In Colorado, about 13 percent of loans this year are subprime loans, but they account for about half of foreclosures, said George Antoine, a regional economist of the Department of Housing and Urban Development.

In May, Colorado had 6,495 FHA-insured mortgages in which payments were at least 30 days late and 247 FHA-insured mortgages foreclosed, according to HUD.

The single-family loan foreclosure rate in Colorado now tops the national rate, according to the Mortgage Bankers Association. Though Colorado’s rate is nearly 1.5 percent, it was more than a full percentage point higher in 1990.

“If we can recover from those extremely high rates, we can certainly do it again,” Antoine said.

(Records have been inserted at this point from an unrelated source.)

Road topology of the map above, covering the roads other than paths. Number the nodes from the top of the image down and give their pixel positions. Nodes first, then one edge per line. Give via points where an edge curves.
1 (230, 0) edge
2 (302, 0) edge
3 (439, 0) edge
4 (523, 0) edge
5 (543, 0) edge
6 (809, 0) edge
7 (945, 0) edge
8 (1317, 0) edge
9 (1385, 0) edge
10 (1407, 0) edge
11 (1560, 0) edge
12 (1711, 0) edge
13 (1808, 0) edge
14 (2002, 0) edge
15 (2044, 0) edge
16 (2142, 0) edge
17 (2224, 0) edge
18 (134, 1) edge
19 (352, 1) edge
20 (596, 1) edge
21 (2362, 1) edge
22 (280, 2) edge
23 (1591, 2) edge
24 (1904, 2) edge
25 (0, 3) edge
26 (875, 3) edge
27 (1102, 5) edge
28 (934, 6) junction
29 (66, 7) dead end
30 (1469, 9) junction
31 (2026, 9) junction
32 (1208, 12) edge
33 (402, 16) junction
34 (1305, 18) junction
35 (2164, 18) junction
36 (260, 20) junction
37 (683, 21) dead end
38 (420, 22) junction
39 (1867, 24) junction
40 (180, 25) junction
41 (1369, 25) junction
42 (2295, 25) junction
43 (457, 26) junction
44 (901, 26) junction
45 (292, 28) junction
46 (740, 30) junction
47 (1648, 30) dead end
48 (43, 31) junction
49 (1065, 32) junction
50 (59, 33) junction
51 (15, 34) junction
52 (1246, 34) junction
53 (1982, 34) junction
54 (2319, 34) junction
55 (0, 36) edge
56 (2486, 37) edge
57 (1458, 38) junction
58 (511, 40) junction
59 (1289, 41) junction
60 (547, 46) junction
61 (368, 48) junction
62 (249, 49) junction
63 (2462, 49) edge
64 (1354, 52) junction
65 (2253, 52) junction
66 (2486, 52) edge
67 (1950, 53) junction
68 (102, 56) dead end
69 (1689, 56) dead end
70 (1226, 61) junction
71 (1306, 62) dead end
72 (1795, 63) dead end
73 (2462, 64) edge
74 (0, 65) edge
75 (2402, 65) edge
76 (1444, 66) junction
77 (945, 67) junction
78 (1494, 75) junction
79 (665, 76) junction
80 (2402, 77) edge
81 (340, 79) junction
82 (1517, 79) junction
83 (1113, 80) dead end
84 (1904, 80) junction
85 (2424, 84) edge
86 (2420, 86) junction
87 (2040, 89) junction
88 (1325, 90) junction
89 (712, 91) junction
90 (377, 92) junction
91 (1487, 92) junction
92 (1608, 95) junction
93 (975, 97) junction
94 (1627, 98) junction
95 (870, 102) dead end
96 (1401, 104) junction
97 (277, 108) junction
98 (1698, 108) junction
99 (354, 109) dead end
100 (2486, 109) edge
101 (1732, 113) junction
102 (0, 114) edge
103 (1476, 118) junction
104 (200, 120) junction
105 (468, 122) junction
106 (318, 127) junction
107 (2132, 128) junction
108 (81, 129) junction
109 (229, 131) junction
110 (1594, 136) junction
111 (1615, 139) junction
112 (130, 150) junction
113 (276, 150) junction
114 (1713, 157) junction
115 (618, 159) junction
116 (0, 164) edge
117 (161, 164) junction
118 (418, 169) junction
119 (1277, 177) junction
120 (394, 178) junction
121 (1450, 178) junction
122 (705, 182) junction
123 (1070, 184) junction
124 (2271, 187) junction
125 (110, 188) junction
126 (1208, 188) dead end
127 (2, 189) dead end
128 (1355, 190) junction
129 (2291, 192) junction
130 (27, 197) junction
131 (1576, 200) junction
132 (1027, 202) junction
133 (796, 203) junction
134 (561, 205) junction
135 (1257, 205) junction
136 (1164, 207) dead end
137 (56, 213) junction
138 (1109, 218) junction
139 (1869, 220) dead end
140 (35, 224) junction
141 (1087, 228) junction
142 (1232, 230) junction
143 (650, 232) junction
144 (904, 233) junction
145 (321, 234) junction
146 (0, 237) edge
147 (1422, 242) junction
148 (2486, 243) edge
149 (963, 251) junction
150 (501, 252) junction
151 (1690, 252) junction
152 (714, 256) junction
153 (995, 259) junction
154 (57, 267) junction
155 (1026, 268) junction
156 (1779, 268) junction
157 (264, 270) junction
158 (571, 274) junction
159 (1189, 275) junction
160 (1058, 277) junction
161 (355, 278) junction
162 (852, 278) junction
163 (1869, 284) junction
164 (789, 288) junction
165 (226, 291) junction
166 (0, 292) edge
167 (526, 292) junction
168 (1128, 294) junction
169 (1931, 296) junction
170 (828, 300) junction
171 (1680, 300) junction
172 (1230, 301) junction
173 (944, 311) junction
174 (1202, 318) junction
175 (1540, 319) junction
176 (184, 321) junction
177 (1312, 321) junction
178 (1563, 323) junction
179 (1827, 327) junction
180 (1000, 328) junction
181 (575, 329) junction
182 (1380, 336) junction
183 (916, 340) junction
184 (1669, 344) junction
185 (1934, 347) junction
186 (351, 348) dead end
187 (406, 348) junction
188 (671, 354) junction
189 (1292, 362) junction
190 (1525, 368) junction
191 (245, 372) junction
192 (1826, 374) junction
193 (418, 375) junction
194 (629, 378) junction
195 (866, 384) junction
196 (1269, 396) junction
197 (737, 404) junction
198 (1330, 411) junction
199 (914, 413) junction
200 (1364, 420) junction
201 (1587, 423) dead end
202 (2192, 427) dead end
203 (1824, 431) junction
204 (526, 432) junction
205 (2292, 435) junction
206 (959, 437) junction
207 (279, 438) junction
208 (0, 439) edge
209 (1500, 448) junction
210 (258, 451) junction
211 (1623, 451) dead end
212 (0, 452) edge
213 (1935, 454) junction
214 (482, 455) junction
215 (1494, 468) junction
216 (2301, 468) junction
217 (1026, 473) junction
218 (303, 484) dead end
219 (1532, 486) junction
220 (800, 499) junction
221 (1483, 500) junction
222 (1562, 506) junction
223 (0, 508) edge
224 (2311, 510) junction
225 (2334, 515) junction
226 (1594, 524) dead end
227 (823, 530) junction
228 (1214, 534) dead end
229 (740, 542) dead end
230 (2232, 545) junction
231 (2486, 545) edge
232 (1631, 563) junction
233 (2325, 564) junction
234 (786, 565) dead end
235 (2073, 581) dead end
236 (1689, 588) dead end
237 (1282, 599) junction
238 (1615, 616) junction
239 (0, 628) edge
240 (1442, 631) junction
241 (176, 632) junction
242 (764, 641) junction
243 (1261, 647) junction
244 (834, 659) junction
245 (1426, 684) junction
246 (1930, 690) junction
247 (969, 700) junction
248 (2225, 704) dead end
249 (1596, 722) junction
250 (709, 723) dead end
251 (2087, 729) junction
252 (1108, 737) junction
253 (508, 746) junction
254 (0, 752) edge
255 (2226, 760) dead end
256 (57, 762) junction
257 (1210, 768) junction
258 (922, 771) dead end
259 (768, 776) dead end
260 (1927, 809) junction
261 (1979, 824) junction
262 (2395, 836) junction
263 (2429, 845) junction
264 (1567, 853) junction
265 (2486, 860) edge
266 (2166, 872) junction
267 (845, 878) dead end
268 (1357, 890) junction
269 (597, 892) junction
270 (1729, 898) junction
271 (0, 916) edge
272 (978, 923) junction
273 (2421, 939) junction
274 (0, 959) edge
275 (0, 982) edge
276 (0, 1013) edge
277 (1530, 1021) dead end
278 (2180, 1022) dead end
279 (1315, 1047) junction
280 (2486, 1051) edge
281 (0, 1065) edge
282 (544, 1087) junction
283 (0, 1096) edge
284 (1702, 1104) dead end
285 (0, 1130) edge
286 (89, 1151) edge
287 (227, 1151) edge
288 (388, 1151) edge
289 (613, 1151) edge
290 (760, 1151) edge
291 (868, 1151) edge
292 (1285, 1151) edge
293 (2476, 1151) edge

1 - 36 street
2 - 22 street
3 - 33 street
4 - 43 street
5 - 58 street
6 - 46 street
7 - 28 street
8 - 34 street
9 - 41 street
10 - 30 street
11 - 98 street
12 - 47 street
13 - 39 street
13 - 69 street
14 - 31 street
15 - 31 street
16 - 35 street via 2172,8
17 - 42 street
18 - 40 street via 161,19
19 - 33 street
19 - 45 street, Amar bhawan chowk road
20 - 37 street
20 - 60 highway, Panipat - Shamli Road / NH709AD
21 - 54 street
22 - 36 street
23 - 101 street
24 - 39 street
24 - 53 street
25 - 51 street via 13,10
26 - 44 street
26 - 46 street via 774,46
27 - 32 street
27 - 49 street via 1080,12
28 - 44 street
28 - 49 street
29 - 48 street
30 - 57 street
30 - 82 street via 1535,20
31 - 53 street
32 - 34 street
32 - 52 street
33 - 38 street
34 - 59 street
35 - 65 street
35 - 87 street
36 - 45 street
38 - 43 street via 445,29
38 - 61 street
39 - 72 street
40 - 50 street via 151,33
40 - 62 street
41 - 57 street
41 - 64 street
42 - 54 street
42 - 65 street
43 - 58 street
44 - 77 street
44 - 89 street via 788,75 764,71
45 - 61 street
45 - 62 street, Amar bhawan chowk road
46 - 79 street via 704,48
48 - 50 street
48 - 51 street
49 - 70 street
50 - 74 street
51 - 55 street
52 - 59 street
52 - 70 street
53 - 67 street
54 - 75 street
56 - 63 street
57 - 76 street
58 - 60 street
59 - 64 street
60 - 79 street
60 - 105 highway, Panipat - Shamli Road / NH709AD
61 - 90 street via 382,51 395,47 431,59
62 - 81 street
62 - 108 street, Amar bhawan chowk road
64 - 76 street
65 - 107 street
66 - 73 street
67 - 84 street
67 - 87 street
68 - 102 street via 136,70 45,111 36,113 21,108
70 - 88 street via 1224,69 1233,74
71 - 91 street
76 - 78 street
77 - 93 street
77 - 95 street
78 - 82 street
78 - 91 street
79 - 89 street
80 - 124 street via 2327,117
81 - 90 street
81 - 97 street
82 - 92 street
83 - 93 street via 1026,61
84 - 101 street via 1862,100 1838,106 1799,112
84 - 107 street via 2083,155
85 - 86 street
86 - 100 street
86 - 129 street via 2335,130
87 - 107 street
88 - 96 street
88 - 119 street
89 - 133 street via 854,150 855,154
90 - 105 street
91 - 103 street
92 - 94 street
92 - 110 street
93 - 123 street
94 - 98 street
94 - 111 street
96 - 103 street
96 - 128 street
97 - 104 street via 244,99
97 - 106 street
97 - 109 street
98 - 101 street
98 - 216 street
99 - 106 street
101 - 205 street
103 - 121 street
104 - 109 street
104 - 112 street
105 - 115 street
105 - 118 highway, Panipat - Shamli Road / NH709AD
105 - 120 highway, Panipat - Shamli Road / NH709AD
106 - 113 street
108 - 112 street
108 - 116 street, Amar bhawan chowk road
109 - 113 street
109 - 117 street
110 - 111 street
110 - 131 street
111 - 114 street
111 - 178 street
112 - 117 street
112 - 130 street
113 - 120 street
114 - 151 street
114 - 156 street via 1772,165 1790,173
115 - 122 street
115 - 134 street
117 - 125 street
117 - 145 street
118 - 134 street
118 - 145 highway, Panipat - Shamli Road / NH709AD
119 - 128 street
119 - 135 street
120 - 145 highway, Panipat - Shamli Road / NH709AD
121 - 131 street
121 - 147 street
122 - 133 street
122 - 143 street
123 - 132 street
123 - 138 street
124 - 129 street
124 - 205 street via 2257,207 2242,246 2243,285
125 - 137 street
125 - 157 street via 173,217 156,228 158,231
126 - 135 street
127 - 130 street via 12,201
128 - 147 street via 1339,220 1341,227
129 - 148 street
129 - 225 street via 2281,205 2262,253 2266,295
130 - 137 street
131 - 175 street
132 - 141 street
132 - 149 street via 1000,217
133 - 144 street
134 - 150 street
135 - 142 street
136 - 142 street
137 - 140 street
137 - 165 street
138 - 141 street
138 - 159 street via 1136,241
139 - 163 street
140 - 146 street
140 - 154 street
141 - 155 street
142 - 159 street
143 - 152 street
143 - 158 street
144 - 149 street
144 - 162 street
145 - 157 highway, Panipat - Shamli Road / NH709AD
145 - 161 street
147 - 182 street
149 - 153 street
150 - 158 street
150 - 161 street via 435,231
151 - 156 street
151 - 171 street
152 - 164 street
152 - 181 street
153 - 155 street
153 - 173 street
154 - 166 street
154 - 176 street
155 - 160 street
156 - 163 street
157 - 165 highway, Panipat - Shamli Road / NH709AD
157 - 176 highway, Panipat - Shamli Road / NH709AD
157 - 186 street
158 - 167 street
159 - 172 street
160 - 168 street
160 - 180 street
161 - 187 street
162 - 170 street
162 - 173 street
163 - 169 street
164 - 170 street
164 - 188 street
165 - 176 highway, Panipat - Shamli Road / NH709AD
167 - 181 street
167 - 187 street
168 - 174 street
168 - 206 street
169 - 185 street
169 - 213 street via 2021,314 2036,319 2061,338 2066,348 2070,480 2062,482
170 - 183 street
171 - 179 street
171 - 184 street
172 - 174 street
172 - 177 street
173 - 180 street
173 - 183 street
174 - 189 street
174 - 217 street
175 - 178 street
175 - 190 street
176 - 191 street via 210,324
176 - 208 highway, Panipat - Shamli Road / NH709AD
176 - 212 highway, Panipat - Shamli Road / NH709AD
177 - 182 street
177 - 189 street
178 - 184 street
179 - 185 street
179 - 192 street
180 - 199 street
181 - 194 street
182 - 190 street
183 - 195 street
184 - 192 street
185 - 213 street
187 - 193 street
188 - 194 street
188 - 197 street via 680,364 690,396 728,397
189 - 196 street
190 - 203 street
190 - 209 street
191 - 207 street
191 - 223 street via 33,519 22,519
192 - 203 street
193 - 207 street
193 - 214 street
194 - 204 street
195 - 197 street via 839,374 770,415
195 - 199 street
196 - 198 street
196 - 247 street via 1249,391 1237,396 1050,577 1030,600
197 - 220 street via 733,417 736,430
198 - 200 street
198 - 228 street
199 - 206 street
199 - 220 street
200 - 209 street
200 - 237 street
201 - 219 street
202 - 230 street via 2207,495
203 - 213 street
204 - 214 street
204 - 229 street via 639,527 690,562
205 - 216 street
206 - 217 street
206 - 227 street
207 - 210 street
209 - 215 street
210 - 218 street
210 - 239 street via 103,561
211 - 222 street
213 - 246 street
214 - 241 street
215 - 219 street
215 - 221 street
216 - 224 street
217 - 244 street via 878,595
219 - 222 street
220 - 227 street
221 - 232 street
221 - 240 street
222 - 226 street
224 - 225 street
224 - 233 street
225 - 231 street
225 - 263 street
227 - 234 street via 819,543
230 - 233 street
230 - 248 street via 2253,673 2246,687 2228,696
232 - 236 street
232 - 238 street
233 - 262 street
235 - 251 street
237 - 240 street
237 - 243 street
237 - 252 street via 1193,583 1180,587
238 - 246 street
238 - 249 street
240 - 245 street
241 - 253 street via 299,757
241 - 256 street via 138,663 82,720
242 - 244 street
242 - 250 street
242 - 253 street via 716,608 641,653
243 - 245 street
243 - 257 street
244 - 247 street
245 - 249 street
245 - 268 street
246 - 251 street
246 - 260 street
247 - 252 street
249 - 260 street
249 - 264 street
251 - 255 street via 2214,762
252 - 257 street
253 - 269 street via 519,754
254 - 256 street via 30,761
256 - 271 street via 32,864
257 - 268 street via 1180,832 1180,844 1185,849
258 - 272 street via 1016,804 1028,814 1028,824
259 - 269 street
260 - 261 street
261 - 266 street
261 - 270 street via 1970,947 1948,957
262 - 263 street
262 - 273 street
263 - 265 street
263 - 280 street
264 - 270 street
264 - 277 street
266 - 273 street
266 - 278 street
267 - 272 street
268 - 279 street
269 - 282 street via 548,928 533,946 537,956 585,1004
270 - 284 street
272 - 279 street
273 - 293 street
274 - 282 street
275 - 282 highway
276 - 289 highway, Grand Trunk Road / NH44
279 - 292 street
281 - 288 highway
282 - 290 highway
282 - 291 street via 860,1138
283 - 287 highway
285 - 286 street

With thousands of adjustable-rate mortgages due to reset this year and next, there is still the potential for more families to be caught in unfavorable loans, he warned.

Montgomery stressed that it is important that homeowners seek help early.

A Colorado foreclosure hot line set up in October 2006 has received more than 16,000 calls, said Zachary Urban, who administers the hot line and is director of housing counseling at Brothers Redevelopment Inc.

Nationally, the FHA is on track to endorse 100,000 refinancings, or roughly double what it has seen previously. Montgomery took that as good news, showing that families were taking steps to avert foreclosure.

RealtyTrac Inc. lists Nevada, Colorado and Connecticut among the states with the highest foreclosure rates, although Colorado housing officials have said they suspect RealtyTrac’s tracking methods overcount cases.